Submission of contributions
Submissions, both pertaining to our regular section as well as our themed section, will be selected based upon their (ethnographic) quality, originality, and methodological and/or theoretical novelty. Research articles are peer-reviewed by experts in the field. Lova Journal invites authors who wish to publish to submit an abstract of no more than 200 words to journal@lovanetwork.org before 31 March 2026. Please clarify in the submission what kind of format your contribution will be (article (6,000 words), essay (2,000 words), column (500 words), multimodal, etc.) and provide a short author bio of max. 50 words. Once your abstract has been accepted, the deadline for submitting the completed version is 31 May 2026. Final acceptance is subject to peer review.

References
Bhakta, Amita. 2020. “‘Which door should I go through?’ (In) visible intersections of race and disability in the academy.” Area vol.  52(4): 687-694.

Bijleveld, Kiki. 2023. “Blog – Safety in the Field: The Unexpected Critical Shift.” Available from: https://lovanetwork.org/safety-in-the-field-the-unexpected-critical-shift/. Accessed on 26 January 2026.

Faria, Caroline, and Sharlene Mollett. 2016. “Critical feminist reflexivity and the politics of whiteness in the ‘field’.” Gender, Place & Culture 23(1): 79-93.

Guasco, Anna. 2023. “On an ethic of not going there.” The Geographical Journal 188, no. 3, 468-475.

Jokinen, Johanna Carolina, and Martina Angela Caretta. 2016. “When bodies do not fit: an analysis of postgraduate fieldwork.” Gender, Place & Culture 23(12): 1665-1676.

Parent, Laurence. 2016. “The wheeling interview: mobile methods and disability.” Mobilities 11(4): 521-532.

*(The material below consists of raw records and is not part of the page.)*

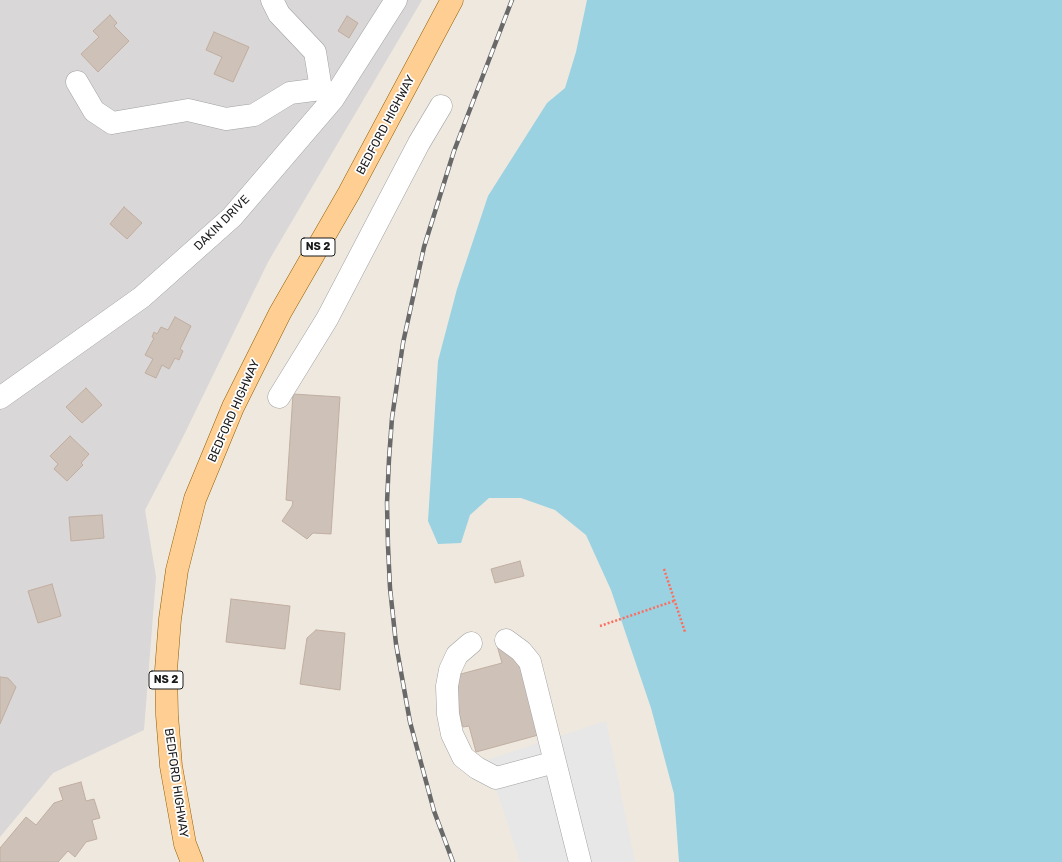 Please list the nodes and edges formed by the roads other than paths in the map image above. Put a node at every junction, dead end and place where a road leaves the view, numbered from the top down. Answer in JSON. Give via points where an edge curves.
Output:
{"nodes":[{"id":1,"x":272,"y":0,"type":"edge"},
{"id":2,"x":396,"y":0,"type":"edge"},
{"id":3,"x":452,"y":0,"type":"edge"},
{"id":4,"x":77,"y":82,"type":"dead end"},
{"id":5,"x":327,"y":94,"type":"junction"},
{"id":6,"x":441,"y":106,"type":"dead end"},
{"id":7,"x":279,"y":397,"type":"dead end"},
{"id":8,"x":0,"y":398,"type":"edge"},
{"id":9,"x":506,"y":640,"type":"dead end"},
{"id":10,"x":471,"y":643,"type":"dead end"},
{"id":11,"x":555,"y":762,"type":"junction"},
{"id":12,"x":192,"y":862,"type":"edge"},
{"id":13,"x":580,"y":862,"type":"edge"}],
"edges":[{"from":1,"to":5,"type":"street","via":[[279,14],[315,52]]},
{"from":2,"to":5,"type":"street","name":"DAKIN DRIVE"},
{"from":3,"to":12,"type":"main road","name":"BEDFORD HIGHWAY","number":"NS 2","via":[[349,193],[280,313],[233,407],[195,498],[177,570],[166,670],[171,766],[185,844]]},
{"from":4,"to":5,"type":"street","via":[[94,111],[112,124],[188,110],[226,119],[254,115],[290,93]]},
{"from":5,"to":8,"type":"street","name":"DAKIN DRIVE","via":[[232,216],[142,297]]},
{"from":6,"to":7,"type":"street","via":[[327,319]]},
{"from":9,"to":11,"type":"street","via":[[521,650],[530,662]]},
{"from":10,"to":11,"type":"street","via":[[457,656],[450,670],[447,686],[452,734],[463,757],[496,778]]},
{"from":11,"to":13,"type":"street"}]} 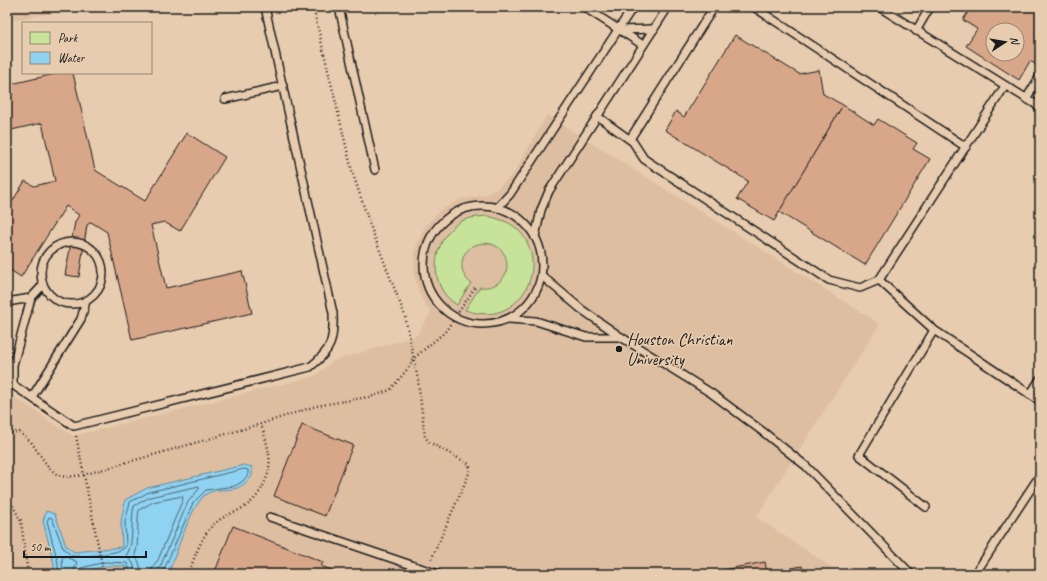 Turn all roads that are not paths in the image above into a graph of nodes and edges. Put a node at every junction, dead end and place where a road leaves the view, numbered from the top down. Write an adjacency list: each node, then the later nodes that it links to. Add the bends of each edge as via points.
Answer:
1 (265, 7): 15 (lane)
2 (339, 7): 23 (lane)
3 (584, 7): 11 (lane)
4 (633, 7): 11 (lane)
5 (668, 7): 10 (lane)
6 (714, 7): 21 (lane)
7 (754, 7): 22 (lane)
8 (879, 7): 12 (lane)
9 (930, 7): 12 (lane)
10 (654, 29): 11 (lane); 13 (lane)
11 (619, 30): 13 (lane); 24 (lane, via 510,194)
12 (916, 31): 16 (lane)
13 (643, 45): 20 (lane)
14 (1040, 76): 18 (lane)
15 (283, 86): 17 (lane); 38 (lane, via 333,313 333,327 326,354 310,367 74,426)
16 (1005, 86): 18 (lane); 22 (lane)
17 (225, 99)
18 (1026, 99): 19 (lane)
19 (1040, 107)
20 (597, 116): 21 (lane); 25 (lane, via 548,191 540,210)
21 (630, 139): 27 (lane, via 644,159 829,280 860,288)
22 (966, 147): 27 (lane)
23 (374, 170)
24 (497, 208): 25 (lane, via 523,221); 32 (lane, via 485,205 464,208 446,218 432,233 424,253 424,273 429,291 440,307 455,318 472,324 491,325)
25 (536, 237): 26 (lane, via 542,257)
26 (542, 276): 32 (lane, via 536,293 525,308); 34 (lane)
27 (879, 280): 33 (lane)
28 (43, 285): 29 (lane); 30 (lane, via 48,293 61,302 76,304); 30 (lane, via 40,275 42,264 52,248 72,241 83,243 99,256 103,266 100,286)
29 (31, 298): 31 (lane); 36 (lane)
30 (86, 301): 38 (lane, via 81,319)
31 (7, 302)
32 (509, 319): 34 (lane, via 536,321 586,337)
33 (934, 330): 37 (lane); 41 (lane, via 859,455)
34 (621, 337): 44 (lane, via 711,393 762,430 806,466)
35 (1040, 379): 37 (lane)
36 (10, 385): 38 (lane)
37 (1030, 395): 39 (lane)
38 (32, 397)
39 (1040, 401)
40 (1040, 475): 45 (lane)
41 (926, 507)
42 (270, 517): 43 (lane)
43 (438, 574)
44 (911, 574)
45 (975, 574) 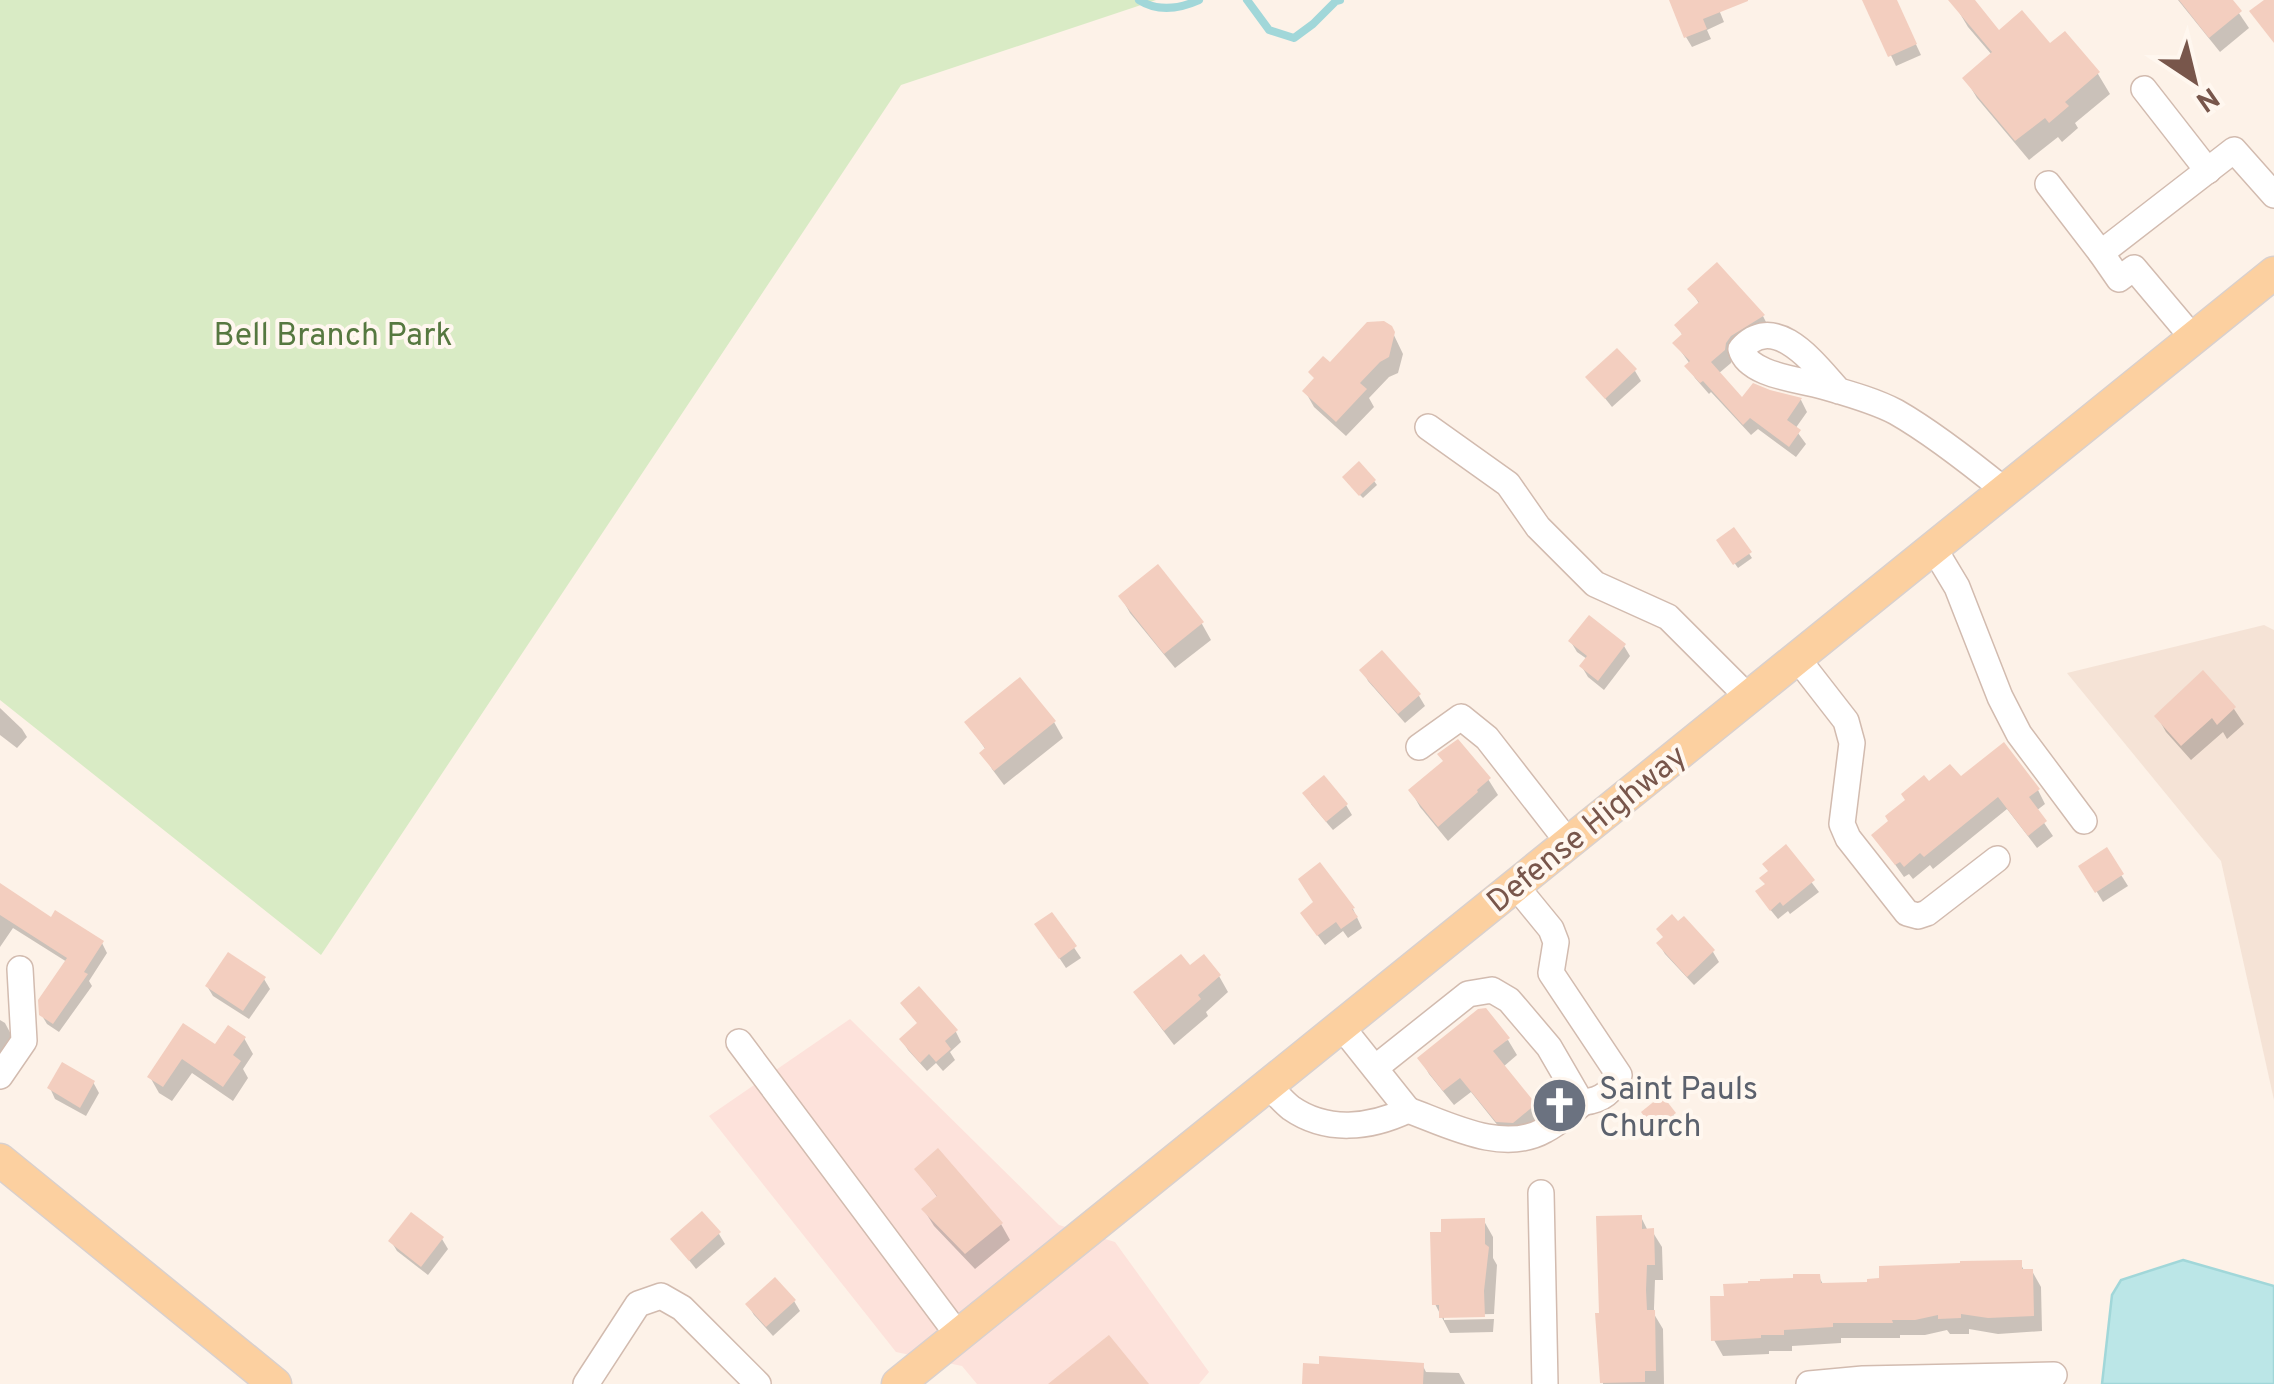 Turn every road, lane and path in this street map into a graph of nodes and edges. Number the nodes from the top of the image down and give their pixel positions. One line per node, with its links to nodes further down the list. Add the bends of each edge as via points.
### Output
1 (2144, 89): 2 (street)
2 (2208, 170): 4 (street, via 2234,150); 5 (street)
3 (2048, 184): 5 (street)
4 (2274, 195)
5 (2100, 253): 7 (street, via 2119,279 2134,268)
6 (2274, 273): 7 (main road, Defense Highway)
7 (2193, 338): 10 (main road, Defense Highway)
8 (1840, 391): 10 (street, via 1895,412)
9 (1428, 427): 13 (street, via 1508,484 1538,526 1596,584 1668,617)
10 (2004, 490): 11 (main road, Defense Highway)
11 (1933, 547): 12 (main road, Defense Highway); 15 (street, via 1957,587 2019,734)
12 (1796, 658): 13 (main road, Defense Highway); 17 (street, via 1850,731 1842,824 1848,838 1908,913 1928,913)
13 (1748, 697): 16 (main road, Defense Highway)
14 (1419, 747): 16 (street, via 1461,717 1487,738)
15 (2084, 821)
16 (1568, 842): 18 (main road, Defense Highway)
17 (1996, 859)
18 (1515, 885): 20 (main road, Defense Highway); 25 (street, via 1551,929 1556,942 1550,973 1619,1074 1614,1088)
19 (20, 969): 23 (street, via 24,1041)
20 (1341, 1026): 22 (street); 24 (main road, Defense Highway)
21 (739, 1042): 29 (street)
22 (1375, 1068): 25 (street, via 1468,994 1492,990 1509,1000 1548,1047); 26 (street)
23 (0, 1076)
24 (1268, 1085): 26 (street, via 1290,1108 1319,1122 1358,1126); 29 (main road, Defense Highway)
25 (1584, 1102): 26 (street, via 1545,1130 1504,1140)
26 (1408, 1110)
27 (0, 1160): 31 (main road)
28 (1541, 1193): 35 (street)
29 (958, 1335): 34 (main road, Defense Highway)
30 (2054, 1376): 36 (street)
31 (275, 1384)
32 (586, 1384): 33 (street, via 638,1304 661,1296 682,1308)
33 (758, 1384)
34 (898, 1384)
35 (1545, 1384)
36 (1809, 1384)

Tao, Han, Hailing Zhao, and Rachel Douglas-Jones. 2023. “‘Opening the Blind Box’: A multimodal account of access to the restricted field China during COVID-19.” Commoning Ethnography, 5(1), 7-37.

Watanabe, Chika, and Gökçe Günel. 2023. “Patchwork Ethnography.” American Ethnologist 51(1): 131-139.

Yates‐Doerr, Emily. 2020. “Antihero care: On fieldwork and anthropology.” Anthropology and Humanism 45(2): 233-244.